Hudbay Minerals Inc. (“Hudbay”) and its wholly-controlled subsidiaries HMI Nickel Inc. (“HMI”) and Compañia Guatemalteca De Níquel (“CGN”) brought a preliminary motion to strike three related actions pursuant to Rule 21.01(1)(b) of the Rules of Civil Procedure on the ground that it is plain and obvious that they disclose no reasonable cause of action.
The actions all stem from allegations from 13 Mayan Guatemalans of rape and murder related to land disputes by security personnel working for Hudbay’s subsidiaries at the Fenix mining project formerly owned by Hudbay’s subsidiary in Guatemala.

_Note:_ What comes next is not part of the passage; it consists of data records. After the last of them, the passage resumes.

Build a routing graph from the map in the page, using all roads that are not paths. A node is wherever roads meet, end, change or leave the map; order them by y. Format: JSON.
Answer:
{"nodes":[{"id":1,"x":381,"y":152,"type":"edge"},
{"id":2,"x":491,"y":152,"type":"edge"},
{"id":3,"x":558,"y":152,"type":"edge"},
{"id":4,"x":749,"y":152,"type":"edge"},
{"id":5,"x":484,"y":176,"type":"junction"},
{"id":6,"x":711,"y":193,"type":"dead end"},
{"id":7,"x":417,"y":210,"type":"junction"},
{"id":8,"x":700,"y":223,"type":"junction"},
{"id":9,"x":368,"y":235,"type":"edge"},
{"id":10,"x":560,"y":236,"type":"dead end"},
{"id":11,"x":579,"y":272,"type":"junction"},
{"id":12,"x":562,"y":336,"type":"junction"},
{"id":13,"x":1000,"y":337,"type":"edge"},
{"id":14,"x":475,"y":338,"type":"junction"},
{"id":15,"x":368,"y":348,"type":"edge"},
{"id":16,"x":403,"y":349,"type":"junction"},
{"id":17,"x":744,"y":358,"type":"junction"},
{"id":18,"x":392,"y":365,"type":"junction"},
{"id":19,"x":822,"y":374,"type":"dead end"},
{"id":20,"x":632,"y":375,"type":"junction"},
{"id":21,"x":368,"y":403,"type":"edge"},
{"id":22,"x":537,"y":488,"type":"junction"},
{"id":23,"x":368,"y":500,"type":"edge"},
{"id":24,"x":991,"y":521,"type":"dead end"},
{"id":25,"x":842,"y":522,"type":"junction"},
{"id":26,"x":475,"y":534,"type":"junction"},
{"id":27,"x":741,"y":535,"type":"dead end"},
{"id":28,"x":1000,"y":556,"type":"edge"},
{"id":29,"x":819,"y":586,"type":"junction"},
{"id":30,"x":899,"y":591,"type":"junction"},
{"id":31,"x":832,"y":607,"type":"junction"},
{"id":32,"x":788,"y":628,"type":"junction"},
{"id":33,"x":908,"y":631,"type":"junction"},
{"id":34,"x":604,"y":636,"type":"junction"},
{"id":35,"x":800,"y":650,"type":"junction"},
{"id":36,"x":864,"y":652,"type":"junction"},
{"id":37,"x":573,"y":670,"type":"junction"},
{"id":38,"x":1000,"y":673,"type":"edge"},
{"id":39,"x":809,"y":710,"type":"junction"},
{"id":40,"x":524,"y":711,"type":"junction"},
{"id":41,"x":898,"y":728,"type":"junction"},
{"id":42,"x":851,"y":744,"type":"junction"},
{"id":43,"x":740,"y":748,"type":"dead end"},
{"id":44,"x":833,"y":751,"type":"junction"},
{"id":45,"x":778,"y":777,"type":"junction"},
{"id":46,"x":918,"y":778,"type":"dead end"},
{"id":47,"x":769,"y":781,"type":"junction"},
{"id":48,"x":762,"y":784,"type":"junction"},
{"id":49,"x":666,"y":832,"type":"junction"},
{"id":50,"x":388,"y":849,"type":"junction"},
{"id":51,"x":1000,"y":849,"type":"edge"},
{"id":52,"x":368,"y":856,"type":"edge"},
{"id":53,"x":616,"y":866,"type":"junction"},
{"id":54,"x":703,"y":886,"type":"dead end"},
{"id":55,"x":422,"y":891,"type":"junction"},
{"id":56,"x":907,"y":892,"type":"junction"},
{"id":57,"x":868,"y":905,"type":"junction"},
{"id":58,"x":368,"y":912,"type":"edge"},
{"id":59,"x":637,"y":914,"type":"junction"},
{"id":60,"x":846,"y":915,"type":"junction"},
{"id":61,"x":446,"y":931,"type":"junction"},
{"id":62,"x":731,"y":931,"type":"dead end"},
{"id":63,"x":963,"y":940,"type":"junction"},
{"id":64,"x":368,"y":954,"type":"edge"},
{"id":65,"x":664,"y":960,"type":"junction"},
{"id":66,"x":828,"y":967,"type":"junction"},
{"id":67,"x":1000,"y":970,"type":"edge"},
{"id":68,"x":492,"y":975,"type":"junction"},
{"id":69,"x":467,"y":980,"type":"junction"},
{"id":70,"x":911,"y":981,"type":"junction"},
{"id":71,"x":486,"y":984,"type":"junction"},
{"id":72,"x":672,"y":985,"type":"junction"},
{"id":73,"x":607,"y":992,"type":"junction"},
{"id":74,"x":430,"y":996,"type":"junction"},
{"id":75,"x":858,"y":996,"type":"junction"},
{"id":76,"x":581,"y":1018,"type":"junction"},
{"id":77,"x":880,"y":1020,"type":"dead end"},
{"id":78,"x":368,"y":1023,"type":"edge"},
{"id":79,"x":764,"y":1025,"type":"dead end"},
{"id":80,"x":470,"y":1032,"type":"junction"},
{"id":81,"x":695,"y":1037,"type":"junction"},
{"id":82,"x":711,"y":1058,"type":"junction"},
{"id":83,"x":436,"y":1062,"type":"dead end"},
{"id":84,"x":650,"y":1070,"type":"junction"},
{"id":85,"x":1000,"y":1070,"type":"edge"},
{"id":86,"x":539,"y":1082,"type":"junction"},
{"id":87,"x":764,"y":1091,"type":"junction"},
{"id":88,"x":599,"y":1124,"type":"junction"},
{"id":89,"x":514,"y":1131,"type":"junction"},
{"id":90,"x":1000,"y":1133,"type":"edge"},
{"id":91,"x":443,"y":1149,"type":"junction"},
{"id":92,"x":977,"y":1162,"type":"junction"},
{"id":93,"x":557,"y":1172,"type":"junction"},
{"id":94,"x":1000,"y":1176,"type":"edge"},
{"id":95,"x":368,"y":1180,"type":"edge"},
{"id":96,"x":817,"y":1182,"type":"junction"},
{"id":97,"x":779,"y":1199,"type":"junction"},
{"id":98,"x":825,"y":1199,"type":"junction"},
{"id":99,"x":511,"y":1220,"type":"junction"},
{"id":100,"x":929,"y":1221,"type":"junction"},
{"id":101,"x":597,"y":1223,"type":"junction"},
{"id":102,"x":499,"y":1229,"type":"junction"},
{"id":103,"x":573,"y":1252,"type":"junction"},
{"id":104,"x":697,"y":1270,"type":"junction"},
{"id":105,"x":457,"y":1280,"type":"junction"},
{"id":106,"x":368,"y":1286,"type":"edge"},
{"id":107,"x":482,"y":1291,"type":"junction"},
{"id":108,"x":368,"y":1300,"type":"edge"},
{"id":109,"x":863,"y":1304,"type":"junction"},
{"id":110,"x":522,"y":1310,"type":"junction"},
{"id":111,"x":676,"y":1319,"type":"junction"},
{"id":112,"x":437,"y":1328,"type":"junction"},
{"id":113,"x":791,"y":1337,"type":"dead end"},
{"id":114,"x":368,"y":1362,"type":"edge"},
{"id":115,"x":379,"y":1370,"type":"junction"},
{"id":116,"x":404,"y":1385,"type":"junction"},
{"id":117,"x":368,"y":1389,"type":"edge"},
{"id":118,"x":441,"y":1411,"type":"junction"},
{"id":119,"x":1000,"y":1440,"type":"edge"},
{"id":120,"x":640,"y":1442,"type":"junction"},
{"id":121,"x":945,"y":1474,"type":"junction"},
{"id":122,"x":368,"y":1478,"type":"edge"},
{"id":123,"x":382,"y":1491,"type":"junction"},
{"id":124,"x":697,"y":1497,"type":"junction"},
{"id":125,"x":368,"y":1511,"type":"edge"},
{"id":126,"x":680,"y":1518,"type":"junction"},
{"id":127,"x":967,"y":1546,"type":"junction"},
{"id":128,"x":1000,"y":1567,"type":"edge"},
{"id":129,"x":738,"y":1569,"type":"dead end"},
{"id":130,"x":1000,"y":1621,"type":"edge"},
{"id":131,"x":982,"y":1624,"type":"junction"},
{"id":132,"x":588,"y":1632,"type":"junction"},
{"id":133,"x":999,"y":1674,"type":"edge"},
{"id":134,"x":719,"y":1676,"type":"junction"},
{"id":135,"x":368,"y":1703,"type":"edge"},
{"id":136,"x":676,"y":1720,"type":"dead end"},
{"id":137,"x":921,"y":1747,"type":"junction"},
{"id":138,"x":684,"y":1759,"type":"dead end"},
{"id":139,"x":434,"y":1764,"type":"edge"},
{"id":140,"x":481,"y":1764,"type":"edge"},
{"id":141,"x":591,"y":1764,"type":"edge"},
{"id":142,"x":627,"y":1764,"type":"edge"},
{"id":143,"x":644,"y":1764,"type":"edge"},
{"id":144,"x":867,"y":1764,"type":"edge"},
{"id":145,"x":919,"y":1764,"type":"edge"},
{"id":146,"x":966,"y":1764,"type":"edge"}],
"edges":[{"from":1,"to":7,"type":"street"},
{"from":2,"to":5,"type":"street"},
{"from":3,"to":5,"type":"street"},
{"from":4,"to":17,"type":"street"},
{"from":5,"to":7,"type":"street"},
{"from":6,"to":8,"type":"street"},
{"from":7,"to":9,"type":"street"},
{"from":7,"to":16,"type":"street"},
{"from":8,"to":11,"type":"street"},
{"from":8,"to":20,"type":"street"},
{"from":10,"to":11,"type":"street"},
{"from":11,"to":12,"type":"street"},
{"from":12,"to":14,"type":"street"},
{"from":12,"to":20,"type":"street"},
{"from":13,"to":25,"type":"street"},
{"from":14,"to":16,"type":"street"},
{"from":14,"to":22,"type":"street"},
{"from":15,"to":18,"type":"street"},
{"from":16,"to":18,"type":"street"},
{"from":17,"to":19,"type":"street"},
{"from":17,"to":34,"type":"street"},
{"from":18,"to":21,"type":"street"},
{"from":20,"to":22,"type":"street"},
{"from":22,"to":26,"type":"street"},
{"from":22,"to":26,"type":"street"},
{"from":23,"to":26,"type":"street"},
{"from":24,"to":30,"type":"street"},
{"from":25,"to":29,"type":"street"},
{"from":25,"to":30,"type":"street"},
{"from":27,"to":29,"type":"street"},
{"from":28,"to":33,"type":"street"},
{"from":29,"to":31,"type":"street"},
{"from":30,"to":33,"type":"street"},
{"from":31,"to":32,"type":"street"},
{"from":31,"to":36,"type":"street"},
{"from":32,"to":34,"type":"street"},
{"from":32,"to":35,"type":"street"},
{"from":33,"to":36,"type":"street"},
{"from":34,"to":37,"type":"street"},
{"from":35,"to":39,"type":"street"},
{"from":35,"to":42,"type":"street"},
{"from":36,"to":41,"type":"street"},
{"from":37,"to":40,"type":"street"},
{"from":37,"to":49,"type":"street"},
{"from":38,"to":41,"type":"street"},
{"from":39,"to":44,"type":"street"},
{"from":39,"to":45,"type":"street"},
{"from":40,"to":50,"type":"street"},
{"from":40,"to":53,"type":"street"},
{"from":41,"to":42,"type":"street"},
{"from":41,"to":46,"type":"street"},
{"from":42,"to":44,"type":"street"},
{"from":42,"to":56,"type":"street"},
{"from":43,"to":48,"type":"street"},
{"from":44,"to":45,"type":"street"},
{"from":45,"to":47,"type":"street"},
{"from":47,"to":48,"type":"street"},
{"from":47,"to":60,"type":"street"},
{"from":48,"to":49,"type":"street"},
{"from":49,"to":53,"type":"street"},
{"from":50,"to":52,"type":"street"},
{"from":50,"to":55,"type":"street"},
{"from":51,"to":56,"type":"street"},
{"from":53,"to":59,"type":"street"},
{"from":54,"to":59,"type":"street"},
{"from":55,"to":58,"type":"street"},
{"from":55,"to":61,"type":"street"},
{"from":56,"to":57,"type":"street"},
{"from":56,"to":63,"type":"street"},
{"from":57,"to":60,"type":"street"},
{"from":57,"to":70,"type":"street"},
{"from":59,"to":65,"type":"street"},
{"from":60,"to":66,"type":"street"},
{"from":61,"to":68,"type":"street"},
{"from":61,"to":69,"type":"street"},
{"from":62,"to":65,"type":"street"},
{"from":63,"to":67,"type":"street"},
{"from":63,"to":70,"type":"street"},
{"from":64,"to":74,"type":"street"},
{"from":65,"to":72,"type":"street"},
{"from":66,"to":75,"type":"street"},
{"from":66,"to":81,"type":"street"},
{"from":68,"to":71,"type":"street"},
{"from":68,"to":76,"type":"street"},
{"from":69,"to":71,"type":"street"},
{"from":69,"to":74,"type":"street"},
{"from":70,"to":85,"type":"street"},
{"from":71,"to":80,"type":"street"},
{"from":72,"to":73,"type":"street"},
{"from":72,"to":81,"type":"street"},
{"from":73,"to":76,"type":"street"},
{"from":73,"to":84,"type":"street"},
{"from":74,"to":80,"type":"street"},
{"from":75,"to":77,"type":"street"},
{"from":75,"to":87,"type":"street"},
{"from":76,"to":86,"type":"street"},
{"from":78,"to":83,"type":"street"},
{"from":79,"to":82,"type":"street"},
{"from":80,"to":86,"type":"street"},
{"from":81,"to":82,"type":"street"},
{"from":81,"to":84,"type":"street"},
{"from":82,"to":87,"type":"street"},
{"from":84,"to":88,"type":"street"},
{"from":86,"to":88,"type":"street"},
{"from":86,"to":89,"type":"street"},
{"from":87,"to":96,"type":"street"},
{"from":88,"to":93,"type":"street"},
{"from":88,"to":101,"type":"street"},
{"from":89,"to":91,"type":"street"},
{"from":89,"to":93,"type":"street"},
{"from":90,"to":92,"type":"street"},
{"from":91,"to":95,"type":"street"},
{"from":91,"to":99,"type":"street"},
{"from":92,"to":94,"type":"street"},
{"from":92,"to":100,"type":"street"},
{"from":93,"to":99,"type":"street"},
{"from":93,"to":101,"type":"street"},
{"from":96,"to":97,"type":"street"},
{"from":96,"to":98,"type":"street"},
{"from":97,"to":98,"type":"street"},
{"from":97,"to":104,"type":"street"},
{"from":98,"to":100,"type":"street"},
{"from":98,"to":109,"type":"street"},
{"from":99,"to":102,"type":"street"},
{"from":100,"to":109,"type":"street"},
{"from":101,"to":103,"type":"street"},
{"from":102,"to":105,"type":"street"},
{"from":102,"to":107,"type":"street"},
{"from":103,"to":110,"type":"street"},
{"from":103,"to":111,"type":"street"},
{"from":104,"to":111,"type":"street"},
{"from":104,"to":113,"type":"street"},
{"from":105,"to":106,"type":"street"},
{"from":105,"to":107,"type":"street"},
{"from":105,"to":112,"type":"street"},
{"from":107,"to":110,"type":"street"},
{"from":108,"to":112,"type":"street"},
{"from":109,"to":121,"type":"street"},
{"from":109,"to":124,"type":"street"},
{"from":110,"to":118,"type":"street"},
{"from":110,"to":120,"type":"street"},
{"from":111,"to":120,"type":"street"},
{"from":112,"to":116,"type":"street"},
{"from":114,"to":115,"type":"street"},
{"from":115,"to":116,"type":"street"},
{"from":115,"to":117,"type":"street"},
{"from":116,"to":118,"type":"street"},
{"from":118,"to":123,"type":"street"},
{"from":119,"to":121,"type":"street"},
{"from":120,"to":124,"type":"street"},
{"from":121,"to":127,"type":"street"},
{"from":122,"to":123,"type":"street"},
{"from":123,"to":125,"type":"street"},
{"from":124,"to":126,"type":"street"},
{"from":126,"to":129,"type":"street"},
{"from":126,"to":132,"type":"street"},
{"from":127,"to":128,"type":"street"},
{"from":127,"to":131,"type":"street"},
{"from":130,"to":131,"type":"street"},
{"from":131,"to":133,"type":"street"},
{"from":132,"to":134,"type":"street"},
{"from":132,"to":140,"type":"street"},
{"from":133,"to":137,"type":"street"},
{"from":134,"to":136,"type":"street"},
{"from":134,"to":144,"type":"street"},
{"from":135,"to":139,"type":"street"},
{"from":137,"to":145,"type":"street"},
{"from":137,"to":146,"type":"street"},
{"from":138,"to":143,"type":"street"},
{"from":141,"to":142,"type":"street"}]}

Hudbay argued that in allowing the case to proceed the plaintiff was attempting to pierce the corporate veil and to hold Hudbay vicariously liable for wrongs committed by the employees of the Guatemalan subsidiary. Hudbay argued that this was an attempt to create and new a novel supervisory duty of care. Hudbay urged the Court to find that all of these positions are untenable at law. The Court found that the plaintiffs had pleaded all of the materials facts required to attempt to pierce the corporate veil and to establish the claim of direct negligence against Hudbay and that it was not plain and obvious that the claims would fail. Therefore, the motion to strike was dismissed, and the actions will be allowed to proceed against Hudbay and the other companies in the Ontario Courts."